Mineral resource assessments provide a synthesis of available information about distributions of mineral deposits in the Earth’s crust. The U.S. Geological Survey prepared a probabilistic mineral resource assessment of undiscovered resources in porphyry copper deposits in Central America and the Caribbean Basin in collaboration with geoscientists from academia and the minerals industry. The purpose of the study was to (1) delineate permissive areas (tracts) for undiscovered porphyry copper deposits within 1 kilometer of the surface at a scale of 1:1,000,000; (2) provide a database of known porphyry copper deposits and significant prospects; (3) estimate numbers of undiscovered deposits within the permissive tracts; and (4) provide probabilistic estimates of amounts of copper, molybdenum, gold, and silver that could be contained in undiscovered deposits. The assessment was done using a three-part mineral resource assessment based on established mineral deposit models. Permissive tracts were delineated based primarily on distributions of mapped igneous rocks related to magmatic arcs that formed in tectonic settings associated with convergent plate margins. Five permissive tracts were delineated: the Early Cretaceous through Eocene Santiago tract, the Late Cretaceous through Oligocene Chortis tract, the Paleocene through Oligocene Darién tract, the Miocene and Pliocene Cocos tract, and the Eocene to Holocene Lesser Antilles tract. These tracts range in size from about 3,000 to about 204,000 square kilometers.

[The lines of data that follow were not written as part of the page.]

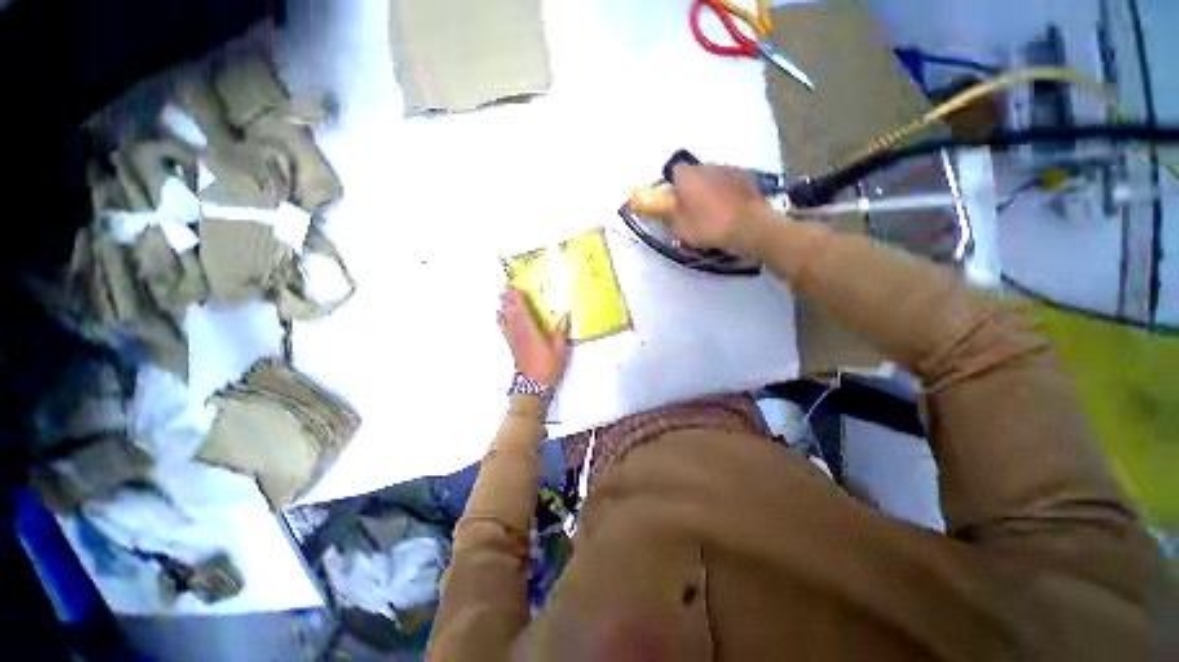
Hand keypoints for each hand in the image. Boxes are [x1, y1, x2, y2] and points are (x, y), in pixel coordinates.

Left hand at [497, 287, 570, 390]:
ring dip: (504, 306)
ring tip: (501, 294)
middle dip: (509, 298)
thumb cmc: (548, 368)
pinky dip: (500, 320)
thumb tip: (565, 315)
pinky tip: (498, 314)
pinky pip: (504, 329)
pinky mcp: (512, 345)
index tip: (514, 287)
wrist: (534, 386)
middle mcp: (520, 334)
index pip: (523, 312)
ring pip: (507, 319)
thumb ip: (561, 332)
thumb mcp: (560, 350)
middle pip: (513, 313)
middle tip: (505, 285)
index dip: (518, 299)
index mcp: (532, 333)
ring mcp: (515, 340)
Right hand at [667, 163, 769, 253]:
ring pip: (713, 178)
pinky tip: (730, 211)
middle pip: (694, 174)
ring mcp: (729, 169)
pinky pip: (730, 183)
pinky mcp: (747, 177)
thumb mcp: (679, 227)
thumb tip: (661, 206)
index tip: (675, 204)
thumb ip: (667, 214)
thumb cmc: (708, 226)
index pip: (674, 172)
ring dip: (710, 190)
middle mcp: (706, 165)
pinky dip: (727, 193)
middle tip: (693, 211)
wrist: (749, 226)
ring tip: (714, 213)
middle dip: (692, 188)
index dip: (673, 187)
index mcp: (687, 175)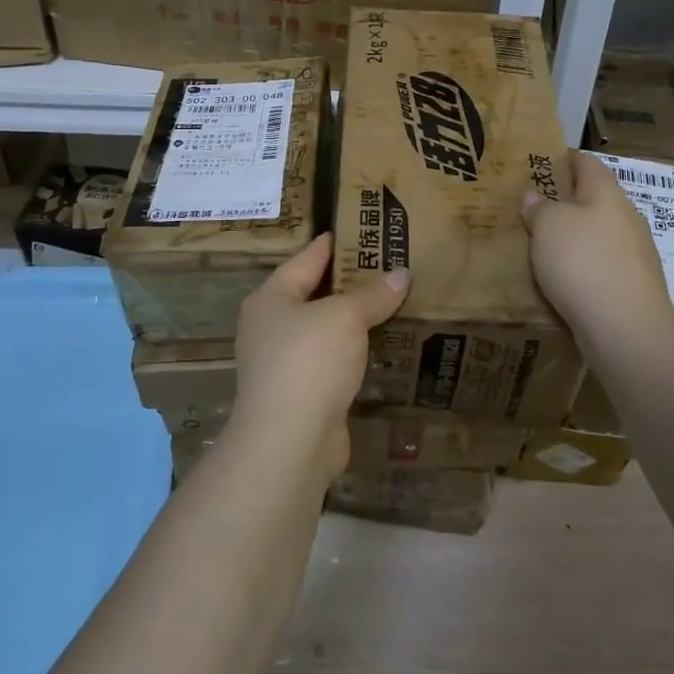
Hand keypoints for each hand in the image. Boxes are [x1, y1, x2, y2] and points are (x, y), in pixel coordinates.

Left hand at [230, 234, 410, 477]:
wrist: (289, 442)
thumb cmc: (309, 361)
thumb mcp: (345, 317)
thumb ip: (372, 295)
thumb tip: (402, 274)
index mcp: (271, 298)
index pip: (306, 259)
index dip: (334, 244)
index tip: (359, 230)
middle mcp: (271, 327)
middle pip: (315, 294)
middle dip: (350, 283)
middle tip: (388, 265)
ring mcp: (284, 363)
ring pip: (325, 330)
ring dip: (354, 320)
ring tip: (392, 301)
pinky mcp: (302, 394)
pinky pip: (333, 361)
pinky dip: (354, 352)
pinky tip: (381, 346)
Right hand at [521, 151, 673, 346]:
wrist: (626, 329)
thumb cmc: (583, 262)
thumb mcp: (548, 226)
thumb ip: (539, 208)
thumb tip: (534, 196)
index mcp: (607, 194)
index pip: (587, 163)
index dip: (565, 160)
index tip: (540, 164)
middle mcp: (626, 218)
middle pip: (595, 201)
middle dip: (566, 203)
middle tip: (531, 210)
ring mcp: (634, 255)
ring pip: (598, 236)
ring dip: (574, 239)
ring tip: (541, 247)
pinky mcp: (632, 288)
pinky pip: (601, 268)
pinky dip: (581, 268)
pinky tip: (561, 281)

Probabilistic estimates of numbers of undiscovered deposits were made for all tracts. To estimate the number of undiscovered porphyry copper deposits, data on known mineral deposits, prospects, and occurrences were considered along with mapped alteration zones, local stream-sediment geochemistry, exploration history, descriptive deposit models, and grade and tonnage models.

Most porphyry copper exploration in Central America and the Caribbean Basin has focused on Panama and on the exposed Cretaceous to Eocene central Cordilleran arc that extends from Cuba and Jamaica through Haiti and the Dominican Republic to Puerto Rico and the Virgin Islands. Interest in gold has prompted exploration of historical precious-metal prospects and small mines, some of which may represent high-sulfidation epithermal systems or skarns overlying, or adjacent to, porphyry copper systems.

This assessment estimated a total mean of 37 undiscovered porphyry copper deposits within the assessed permissive tracts in Central America and the Caribbean Basin. This represents more than five times the seven known deposits. Predicted mean (arithmetic) resources that could be associated with these undiscovered deposits are about 130 million metric tons of copper and about 5,200 metric tons of gold, as well as byproduct molybdenum and silver. The reported identified resources for the seven known deposits total about 39 million metric tons of copper and about 930 metric tons of gold. The assessment area is estimated to contain nearly four times as much copper and six times as much gold in undiscovered porphyry copper deposits as has been identified to date.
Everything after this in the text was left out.